SV Saestum is a sports club from Zeist, Netherlands.

It is most known for its successful women's football team.

== History ==
The club was founded on 6 January 1926. The women's football section opened in 1981.
Since the founding of the Hoofdklasse, Saestum plays in the league, which was the highest national league in the Netherlands until the creation of the Eredivisie in 2007.
In 1996 the team won its first national championship, the first one of five championships in a row. Three more titles followed in 2002, 2005 and 2006.

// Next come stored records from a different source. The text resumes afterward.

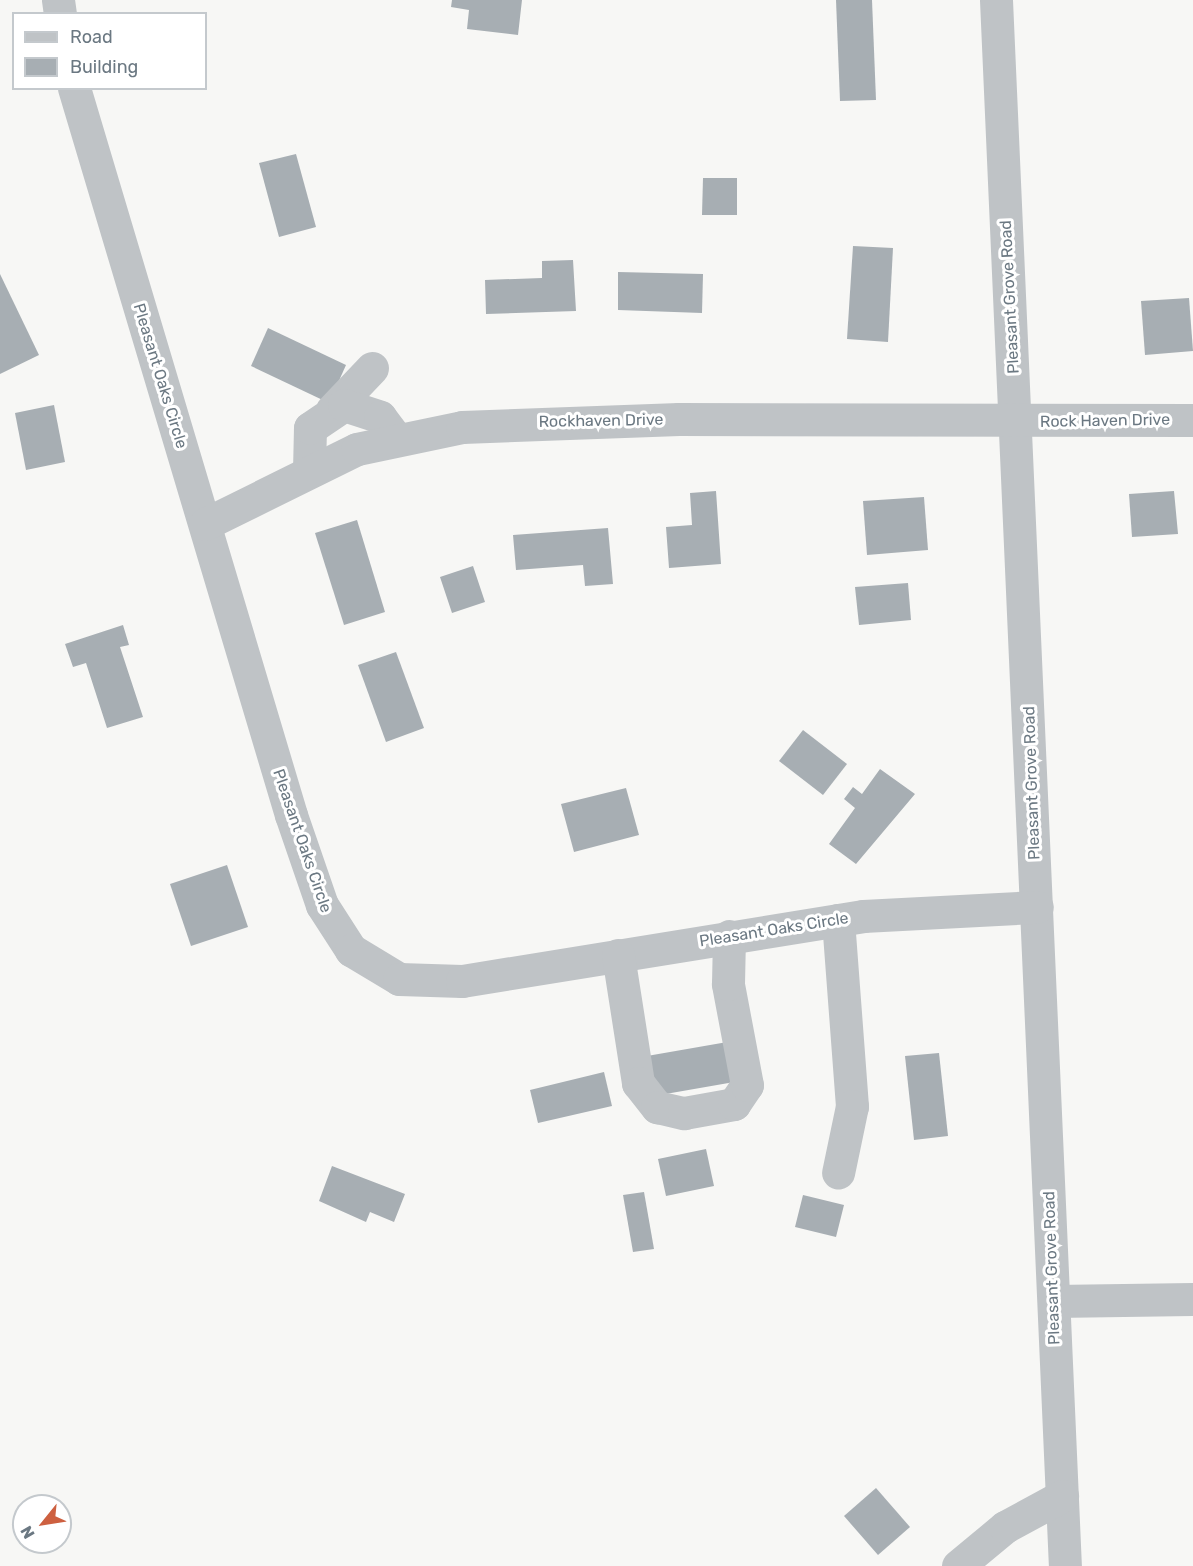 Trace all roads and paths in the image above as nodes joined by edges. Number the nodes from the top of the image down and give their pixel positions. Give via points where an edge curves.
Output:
1 (996, 0) edge
2 (75, 90) edge
3 (372, 368) dead end
4 (332, 410) junction
5 (1193, 420) edge
6 (1016, 422) junction
7 (396, 438) junction
8 (309, 471) junction
9 (205, 524) junction
10 (1037, 907) junction
11 (838, 920) junction
12 (729, 936) junction
13 (618, 955) junction
14 (838, 1173) dead end
15 (1193, 1299) edge
16 (1054, 1301) junction
17 (1062, 1496) junction
18 (958, 1566) edge
19 (1065, 1566) edge

1 - 6 street, Pleasant Grove Road
2 - 9 street, Pleasant Oaks Circle
3 - 4 street
4 - 7 street via 344,405 370,410
4 - 8 street via 310,428
5 - 6 street, Rock Haven Drive
6 - 7 street, Rockhaven Drive via 551,421
6 - 10 street, Pleasant Grove Road
7 - 8 street, Rockhaven Drive
8 - 9 street, Rockhaven Drive
9 - 13 street, Pleasant Oaks Circle via 291,815 322,905 351,950 379,971 418,984
10 - 11 street, Pleasant Oaks Circle
10 - 16 street, Pleasant Grove Road
11 - 12 street, Pleasant Oaks Circle
11 - 14 street via 852,1106
12 - 13 street, Pleasant Oaks Circle
12 - 13 street via 728,984 747,1085 734,1104 684,1113 657,1107 638,1083
15 - 16 street
16 - 17 street, Pleasant Grove Road
17 - 18 street via 1005,1527
17 - 19 street, Pleasant Grove Road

The club first qualified for the UEFA Women's Cup in 2002-03, they won 2 out of 3 matches in the first qualifying round. In the 2005-06 edition they became the first Dutch team to move on to the second qualifying round, where they met the eventual finalist 1. FFC Turbine Potsdam and semi-finalist Montpelier HSC winning only 3 points. The next season they again reached the second qualifying round and only lost by goal difference to Potsdam after 2 wins and one draw. It was enough to qualify for the quarter finals, which they lost heavily to eventual losing finalist Umeå.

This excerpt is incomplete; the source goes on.